AMD: R9xx Speculation

Jawed · Nov 1, 2010

3dcgi said:
The barycentrics don't go through LDS, they pre-populate the GPRs.

Here:

http://www.gamedev.net/community/forums/topic.asp?topic_id=540832

is an HS and DS. Looking at the ISA for the DS:

Code:

00 ALU: ADDR(32) CNT(19) 
      0  x: ADD         T0.x, -R0.y,  1.0f      
         y: MUL_e       T0.y,  R0.x,  (0x40400000, 3.0f).x      
         z: ADD         T0.z, -R0.x,  1.0f      
         w: MUL_e       T0.w,  R0.y,  (0x40400000, 3.0f).x      
         t: MOV         R1.x,  0.0f      
      1  x: MUL_e       ____,  R0.x,  PV0.y      
         y: MUL_e       ____,  PV0.z,  PV0.z      
         z: MUL_e       ____,  R0.y,  PV0.w      
         w: MUL_e       T1.w,  PV0.x,  PV0.x      
         t: MOV         R1.y,  1      
      2  x: MUL_e       R3.x,  T0.w,  PV1.w      
         y: MUL_e       R5.y,  T0.z,  PV1.x      
         z: MUL_e       R5.z,  T0.y,  PV1.y      
         w: MUL_e       R5.w,  T0.x,  PV1.z      
         t: MUL_e       R4.y,  T0.z,  PV1.y      
      3  x: MUL_e       R2.x,  R0.x,  R0.x      
         y: MUL_e       R2.y,  R0.y,  R0.y      
         w: MUL_e       R2.w,  T0.x,  T1.w      VEC_120 
[...]

indicates that R0.xy contains the vertex output by TS. Sigh, first time I've actually studied the shader closely enough.

So LDS is not holding the output from TS in this case, it's being written directly into GPRs.

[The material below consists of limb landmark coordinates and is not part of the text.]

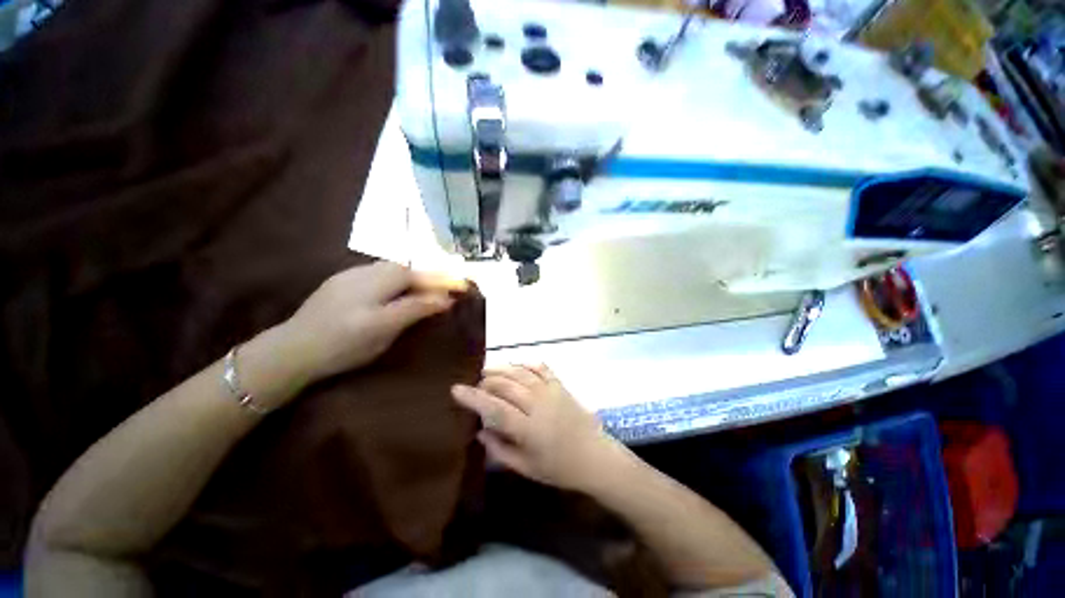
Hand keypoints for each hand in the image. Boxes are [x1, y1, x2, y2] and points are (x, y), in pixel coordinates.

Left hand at [281, 261, 466, 382]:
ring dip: (409, 275)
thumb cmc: (343, 345)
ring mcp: (350, 275)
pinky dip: (392, 278)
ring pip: (389, 268)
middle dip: (426, 275)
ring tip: (420, 289)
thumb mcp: (384, 329)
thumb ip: (415, 309)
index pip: (419, 277)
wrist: (291, 350)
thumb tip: (445, 298)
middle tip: (442, 289)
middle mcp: (366, 273)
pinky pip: (375, 273)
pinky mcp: (340, 282)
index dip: (442, 280)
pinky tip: (391, 290)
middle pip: (404, 267)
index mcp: (379, 285)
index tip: (462, 284)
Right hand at [451, 365, 628, 491]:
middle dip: (486, 381)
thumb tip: (479, 431)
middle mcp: (538, 405)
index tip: (456, 389)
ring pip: (521, 373)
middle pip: (506, 385)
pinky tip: (516, 364)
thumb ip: (500, 449)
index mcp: (528, 429)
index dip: (473, 398)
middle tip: (474, 383)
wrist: (595, 457)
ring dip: (502, 369)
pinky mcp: (560, 385)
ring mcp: (551, 392)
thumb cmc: (559, 468)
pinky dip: (526, 364)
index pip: (495, 408)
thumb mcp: (526, 468)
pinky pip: (541, 368)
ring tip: (488, 370)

This is pretty similar to what the interpolator block used to do, creating allocations in the register file and populating shader inputs with data by setting GPRs.

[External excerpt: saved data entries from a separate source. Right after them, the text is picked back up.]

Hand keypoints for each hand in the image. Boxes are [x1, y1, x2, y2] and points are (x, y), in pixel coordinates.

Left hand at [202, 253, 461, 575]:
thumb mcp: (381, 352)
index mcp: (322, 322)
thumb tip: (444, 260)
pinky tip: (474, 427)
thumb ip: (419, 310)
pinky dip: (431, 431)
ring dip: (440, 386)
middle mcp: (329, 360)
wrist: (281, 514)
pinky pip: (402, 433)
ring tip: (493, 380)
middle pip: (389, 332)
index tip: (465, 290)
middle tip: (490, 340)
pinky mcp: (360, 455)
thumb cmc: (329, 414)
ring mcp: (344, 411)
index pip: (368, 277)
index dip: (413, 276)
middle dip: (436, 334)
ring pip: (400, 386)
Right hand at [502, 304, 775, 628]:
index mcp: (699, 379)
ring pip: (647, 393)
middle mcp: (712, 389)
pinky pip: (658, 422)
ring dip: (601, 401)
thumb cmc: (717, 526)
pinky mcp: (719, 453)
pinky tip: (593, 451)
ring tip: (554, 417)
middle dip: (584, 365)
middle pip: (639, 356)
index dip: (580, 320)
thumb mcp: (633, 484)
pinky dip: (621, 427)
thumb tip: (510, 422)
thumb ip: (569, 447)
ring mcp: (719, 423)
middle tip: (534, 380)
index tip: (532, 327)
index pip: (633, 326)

Taken at face value (and ignoring the registers HS uses), the 8 GPR allocation for this DS means that 32 threads can be in flight on the SIMD. Which is 2048 vertices output from TS.

So the count of vertices that a SIMD can accept from TS is determined by GPR allocation for the DS.

This shader also has an integer in R0.z as input. What is it?

AnarchX · Nov 1, 2010

Could the off-chip buffering of Cayman Gen8 tessellator a kind of delay stream?
http://docs.google.com/viewer?a=v&q...OqIoyw&sig=AHIEtbTh-tW2F6Gzszm9N_PuLgZulp8ZvQ

caveman-jim · Nov 1, 2010

Jawed said:
Any links?

Nah, came from email from NV.

CarstenS · Nov 1, 2010

From what I understand, it sounds more like something to reduce overdraw.

Mintmaster · Nov 1, 2010

Jawed said:
That's the spec for computation, I believe, not storage. And since we were talking about the space consumed in LDS, then 8 bytes per vertex is the truth.

It's still doesn't mean much for BW, especially for NI's 1-2 triangles per clock peak.

It's impossible, anyway, currently, since LDS is too small when TF=64.
...
Well, for a square patch the correct number would be 450*16 (thanks to AlexV for the correction - doh for not even thinking about it). Clearly LDS can't store them all.

I don't think you're reading my post properly. There is no reason to store all the vertices produced by a patch.

Of course. DS shaders tend to take a while.

Not much more than typical vertex shaders.

And when TS is working its way through the patch that results in thousands of vertices, it can't load-balance itself and switch to another patch, when the destination LDS for the first patch runs out of capacity.

For patches like that, you just have to write the 3 or 4 control points to GDS. Then any SIMD can do the DS.

It's not a compilation problem.

In a way it is. If you compile shaders to use the same number of registers per fragment, then you can basically have an ubershader to work on wavefronts using any of those shaders.

So off-die buffering is irrelevant?
...
Which you still haven't eludicated.

When did I say it was irrelevent? Yes, I did give you a possibility: there could be a data path bottleneck somewhere. You could have bank conflicts, or maybe limitations from all fragments in the DS accessing the same control point. Caches used for regular vertex processing (where all data comes from RAM) may alleviate that.

Jawed · Nov 1, 2010

Mintmaster said:
It's still doesn't mean much for BW, especially for NI's 1-2 triangles per clock peak.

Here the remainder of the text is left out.